The response should hold each line from the entries below where "Tanner" is found.
--- START ---
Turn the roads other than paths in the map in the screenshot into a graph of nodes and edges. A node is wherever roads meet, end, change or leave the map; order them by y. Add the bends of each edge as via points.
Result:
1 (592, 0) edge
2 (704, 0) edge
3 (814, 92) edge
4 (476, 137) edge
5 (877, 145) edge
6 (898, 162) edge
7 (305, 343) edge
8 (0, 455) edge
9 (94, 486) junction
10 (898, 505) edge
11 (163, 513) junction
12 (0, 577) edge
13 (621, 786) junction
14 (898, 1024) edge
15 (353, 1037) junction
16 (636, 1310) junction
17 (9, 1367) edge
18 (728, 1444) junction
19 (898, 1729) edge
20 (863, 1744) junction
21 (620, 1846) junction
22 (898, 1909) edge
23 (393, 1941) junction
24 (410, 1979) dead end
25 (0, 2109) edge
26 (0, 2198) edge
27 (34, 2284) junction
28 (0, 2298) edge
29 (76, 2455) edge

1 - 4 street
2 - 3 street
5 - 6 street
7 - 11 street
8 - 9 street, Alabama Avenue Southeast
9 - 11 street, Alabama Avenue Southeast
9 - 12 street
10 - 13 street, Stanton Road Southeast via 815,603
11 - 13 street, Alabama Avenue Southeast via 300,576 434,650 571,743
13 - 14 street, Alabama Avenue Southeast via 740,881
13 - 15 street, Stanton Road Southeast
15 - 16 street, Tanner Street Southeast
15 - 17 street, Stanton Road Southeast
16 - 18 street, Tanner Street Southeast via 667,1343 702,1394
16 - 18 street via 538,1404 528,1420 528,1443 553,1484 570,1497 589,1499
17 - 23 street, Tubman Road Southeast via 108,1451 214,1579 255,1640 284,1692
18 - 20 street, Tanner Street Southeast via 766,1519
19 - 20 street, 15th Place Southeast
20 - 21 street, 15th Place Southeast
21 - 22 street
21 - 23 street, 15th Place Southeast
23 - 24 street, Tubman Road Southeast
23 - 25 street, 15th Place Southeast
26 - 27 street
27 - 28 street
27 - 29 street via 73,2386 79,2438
--- END ---
--- START ---
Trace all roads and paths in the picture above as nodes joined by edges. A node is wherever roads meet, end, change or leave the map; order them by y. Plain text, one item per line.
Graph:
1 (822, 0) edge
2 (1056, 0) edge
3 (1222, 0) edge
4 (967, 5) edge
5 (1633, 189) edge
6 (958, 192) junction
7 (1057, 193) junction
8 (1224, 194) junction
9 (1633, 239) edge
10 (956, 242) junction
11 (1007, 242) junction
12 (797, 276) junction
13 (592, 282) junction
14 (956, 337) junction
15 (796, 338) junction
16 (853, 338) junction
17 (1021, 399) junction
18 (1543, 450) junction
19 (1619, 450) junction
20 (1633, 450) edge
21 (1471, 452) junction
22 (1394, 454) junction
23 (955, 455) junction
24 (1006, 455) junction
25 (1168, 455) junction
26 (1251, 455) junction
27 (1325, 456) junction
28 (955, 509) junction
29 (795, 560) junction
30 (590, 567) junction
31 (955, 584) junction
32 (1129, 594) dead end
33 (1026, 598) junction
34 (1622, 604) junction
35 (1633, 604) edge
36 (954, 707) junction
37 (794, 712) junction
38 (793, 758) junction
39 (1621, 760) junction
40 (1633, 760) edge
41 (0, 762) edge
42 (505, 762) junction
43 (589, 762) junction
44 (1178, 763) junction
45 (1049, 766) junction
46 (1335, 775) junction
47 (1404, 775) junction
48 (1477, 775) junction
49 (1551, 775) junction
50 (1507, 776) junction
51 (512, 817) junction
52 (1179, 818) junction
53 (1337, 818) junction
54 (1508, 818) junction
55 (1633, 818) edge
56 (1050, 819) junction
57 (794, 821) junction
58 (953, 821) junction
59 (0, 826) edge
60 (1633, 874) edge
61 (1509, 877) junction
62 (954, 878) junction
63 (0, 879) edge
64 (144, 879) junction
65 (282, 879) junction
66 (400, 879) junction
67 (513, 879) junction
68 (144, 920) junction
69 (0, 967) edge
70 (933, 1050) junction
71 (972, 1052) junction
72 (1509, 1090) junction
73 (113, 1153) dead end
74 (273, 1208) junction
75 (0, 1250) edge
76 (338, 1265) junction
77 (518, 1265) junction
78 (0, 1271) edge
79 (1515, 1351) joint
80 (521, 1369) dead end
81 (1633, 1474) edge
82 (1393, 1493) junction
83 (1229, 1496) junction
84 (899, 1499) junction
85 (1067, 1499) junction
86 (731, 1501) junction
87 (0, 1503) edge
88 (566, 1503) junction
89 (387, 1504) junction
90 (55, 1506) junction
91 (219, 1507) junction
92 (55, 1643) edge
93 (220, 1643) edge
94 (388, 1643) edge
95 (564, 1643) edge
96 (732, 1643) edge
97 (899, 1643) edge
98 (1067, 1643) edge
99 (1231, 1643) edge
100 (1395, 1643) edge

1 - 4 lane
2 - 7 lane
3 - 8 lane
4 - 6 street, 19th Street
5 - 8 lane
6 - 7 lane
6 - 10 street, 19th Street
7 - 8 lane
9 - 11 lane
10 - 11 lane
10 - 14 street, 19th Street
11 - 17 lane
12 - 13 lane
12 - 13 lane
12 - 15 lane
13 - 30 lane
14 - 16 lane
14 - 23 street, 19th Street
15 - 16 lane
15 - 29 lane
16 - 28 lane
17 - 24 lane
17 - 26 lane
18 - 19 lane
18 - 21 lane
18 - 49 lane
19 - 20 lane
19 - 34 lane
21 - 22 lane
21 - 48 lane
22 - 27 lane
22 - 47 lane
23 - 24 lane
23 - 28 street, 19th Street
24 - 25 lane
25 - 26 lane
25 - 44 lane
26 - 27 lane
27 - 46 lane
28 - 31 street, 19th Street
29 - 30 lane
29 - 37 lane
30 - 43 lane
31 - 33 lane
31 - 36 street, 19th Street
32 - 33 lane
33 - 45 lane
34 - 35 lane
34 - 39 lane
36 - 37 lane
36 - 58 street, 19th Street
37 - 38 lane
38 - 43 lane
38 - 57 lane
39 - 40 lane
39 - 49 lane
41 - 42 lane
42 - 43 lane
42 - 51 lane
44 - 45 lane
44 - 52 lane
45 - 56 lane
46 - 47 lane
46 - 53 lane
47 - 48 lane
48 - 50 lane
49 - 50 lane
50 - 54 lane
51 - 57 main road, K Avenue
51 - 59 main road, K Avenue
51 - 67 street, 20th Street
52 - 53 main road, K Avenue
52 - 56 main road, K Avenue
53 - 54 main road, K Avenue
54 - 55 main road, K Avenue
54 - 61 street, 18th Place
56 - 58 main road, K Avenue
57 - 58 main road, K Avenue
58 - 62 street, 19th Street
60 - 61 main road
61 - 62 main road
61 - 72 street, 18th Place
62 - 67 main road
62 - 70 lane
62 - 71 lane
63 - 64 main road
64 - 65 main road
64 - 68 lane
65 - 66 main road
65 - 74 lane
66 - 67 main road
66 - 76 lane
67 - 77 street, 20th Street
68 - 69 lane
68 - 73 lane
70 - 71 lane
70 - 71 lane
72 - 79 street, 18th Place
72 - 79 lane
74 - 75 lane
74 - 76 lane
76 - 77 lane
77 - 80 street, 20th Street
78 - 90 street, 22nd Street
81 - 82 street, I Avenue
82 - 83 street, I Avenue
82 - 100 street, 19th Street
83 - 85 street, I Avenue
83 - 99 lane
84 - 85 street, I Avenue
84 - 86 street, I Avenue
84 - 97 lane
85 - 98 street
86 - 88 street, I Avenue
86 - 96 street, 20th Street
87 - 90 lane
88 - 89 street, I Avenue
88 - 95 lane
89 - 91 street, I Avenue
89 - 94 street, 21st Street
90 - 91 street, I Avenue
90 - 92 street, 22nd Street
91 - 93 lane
--- END ---
--- START ---
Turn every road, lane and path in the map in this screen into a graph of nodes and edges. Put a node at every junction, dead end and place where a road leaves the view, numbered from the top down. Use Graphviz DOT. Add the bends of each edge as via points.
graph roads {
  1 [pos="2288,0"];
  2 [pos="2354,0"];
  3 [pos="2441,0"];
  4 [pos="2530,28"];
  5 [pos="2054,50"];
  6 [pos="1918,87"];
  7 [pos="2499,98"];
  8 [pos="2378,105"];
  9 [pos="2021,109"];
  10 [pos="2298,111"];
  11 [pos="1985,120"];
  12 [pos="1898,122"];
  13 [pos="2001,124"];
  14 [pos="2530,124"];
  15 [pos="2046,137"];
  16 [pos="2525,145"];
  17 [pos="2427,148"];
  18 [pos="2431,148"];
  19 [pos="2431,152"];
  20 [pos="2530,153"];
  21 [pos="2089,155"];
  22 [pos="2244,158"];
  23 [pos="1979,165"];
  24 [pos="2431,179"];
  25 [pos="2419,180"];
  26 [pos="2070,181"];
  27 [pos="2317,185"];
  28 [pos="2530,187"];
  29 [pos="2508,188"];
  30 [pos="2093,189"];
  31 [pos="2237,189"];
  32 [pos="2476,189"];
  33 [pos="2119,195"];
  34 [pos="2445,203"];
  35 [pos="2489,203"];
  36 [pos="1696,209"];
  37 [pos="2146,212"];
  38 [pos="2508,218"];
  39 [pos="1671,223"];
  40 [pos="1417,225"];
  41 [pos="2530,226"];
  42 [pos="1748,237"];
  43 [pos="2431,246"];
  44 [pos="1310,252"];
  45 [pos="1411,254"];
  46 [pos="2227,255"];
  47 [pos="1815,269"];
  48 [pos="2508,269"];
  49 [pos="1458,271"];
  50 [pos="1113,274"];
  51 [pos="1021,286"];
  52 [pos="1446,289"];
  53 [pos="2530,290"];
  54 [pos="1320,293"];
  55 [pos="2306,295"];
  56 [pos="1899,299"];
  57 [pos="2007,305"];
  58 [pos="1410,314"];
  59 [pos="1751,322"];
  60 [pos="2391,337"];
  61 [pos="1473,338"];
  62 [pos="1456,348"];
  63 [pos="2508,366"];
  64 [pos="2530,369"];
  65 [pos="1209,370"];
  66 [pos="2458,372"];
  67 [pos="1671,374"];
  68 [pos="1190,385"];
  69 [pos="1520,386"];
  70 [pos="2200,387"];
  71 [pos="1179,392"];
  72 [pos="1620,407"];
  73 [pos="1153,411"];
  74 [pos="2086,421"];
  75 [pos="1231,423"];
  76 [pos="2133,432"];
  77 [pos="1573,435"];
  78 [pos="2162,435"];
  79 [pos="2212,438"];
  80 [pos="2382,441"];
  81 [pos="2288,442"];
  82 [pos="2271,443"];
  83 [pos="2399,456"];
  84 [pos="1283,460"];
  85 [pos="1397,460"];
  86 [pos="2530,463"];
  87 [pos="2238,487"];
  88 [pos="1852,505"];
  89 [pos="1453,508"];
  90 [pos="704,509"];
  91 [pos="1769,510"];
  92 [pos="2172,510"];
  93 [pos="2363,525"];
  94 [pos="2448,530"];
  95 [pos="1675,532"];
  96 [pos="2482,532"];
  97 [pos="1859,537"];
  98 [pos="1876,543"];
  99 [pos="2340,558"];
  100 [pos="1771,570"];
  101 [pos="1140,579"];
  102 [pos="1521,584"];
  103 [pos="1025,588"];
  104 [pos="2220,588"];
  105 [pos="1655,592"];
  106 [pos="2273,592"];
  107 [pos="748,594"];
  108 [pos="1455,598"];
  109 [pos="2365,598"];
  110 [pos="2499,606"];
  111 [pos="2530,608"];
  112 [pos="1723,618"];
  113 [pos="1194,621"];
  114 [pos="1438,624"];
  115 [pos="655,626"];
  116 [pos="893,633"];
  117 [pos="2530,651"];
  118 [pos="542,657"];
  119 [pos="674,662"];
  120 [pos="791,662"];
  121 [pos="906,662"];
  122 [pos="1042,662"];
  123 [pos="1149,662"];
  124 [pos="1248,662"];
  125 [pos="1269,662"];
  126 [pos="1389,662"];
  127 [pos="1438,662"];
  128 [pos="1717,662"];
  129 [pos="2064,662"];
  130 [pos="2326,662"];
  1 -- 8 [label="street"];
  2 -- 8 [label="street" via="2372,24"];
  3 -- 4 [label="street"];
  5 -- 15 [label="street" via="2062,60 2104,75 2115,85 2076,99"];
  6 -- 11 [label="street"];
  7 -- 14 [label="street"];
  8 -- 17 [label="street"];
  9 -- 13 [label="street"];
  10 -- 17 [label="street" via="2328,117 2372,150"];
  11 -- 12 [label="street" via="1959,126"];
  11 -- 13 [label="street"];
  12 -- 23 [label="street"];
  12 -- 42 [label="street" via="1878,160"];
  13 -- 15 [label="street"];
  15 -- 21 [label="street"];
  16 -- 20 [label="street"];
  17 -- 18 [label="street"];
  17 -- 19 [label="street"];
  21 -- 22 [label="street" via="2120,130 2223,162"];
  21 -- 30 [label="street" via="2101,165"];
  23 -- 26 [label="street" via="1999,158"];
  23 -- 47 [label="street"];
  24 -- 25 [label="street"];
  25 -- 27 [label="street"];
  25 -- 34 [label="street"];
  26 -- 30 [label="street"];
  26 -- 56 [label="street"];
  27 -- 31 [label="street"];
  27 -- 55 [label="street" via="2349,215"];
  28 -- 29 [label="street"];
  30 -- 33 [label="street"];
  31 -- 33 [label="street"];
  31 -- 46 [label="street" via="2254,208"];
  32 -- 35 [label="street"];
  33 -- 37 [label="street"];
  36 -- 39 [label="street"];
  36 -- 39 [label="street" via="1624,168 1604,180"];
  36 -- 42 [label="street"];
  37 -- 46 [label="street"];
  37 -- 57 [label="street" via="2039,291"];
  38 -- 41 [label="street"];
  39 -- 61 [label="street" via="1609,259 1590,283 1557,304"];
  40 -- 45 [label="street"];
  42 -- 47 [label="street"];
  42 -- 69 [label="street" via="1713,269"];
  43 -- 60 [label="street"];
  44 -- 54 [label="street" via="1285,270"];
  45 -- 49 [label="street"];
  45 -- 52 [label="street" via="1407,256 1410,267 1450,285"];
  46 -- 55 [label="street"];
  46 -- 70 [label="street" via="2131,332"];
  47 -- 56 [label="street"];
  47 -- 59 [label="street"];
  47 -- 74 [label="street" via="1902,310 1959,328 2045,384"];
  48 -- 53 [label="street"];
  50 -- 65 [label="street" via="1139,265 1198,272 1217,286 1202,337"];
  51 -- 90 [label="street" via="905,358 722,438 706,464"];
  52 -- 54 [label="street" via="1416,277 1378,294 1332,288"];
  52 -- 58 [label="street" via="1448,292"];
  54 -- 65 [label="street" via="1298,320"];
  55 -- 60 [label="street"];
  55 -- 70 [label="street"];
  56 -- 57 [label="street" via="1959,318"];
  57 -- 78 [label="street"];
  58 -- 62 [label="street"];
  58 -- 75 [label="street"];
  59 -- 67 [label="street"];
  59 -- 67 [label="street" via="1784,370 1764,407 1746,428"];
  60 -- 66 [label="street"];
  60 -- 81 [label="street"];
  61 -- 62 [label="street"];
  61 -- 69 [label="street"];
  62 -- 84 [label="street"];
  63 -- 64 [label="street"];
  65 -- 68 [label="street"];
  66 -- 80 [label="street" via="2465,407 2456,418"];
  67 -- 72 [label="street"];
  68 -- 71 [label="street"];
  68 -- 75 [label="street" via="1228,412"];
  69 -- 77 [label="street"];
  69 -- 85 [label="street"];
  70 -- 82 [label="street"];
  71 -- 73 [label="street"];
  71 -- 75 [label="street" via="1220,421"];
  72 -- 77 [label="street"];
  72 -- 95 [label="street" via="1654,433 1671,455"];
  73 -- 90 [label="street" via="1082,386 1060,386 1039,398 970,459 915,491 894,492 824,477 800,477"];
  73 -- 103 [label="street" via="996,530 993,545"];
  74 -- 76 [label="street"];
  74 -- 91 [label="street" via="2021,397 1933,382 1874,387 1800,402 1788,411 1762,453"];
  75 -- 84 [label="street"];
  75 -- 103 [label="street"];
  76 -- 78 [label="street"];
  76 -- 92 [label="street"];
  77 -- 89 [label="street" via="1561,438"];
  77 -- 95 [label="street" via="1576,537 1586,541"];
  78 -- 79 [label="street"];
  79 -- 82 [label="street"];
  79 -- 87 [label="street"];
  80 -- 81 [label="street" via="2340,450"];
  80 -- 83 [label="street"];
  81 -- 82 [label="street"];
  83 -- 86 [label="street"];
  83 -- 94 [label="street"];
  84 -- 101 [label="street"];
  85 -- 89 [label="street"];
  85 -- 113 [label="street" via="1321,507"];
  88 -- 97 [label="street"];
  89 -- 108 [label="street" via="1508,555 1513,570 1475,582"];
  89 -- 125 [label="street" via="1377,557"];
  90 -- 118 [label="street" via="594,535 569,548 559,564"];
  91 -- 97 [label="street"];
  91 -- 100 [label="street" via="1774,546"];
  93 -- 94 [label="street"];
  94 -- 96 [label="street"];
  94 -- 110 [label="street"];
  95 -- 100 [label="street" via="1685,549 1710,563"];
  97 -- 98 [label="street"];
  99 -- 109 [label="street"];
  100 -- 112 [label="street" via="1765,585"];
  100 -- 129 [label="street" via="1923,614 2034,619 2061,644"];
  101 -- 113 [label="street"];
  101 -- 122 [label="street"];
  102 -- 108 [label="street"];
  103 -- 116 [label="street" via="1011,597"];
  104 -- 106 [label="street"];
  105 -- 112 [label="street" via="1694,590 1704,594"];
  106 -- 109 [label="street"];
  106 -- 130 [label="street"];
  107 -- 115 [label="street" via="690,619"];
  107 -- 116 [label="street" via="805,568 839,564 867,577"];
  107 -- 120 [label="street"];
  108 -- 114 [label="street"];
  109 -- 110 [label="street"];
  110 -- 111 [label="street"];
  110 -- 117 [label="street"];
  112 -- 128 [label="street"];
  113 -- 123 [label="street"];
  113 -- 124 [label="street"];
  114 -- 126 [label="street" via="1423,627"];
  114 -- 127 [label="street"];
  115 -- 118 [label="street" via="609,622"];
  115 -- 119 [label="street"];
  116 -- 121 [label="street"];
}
--- END ---
* **YOUR RESPONSE**:
15 - 16 street, Tanner Street Southeast
16 - 18 street, Tanner Street Southeast via 667,1343 702,1394
18 - 20 street, Tanner Street Southeast via 766,1519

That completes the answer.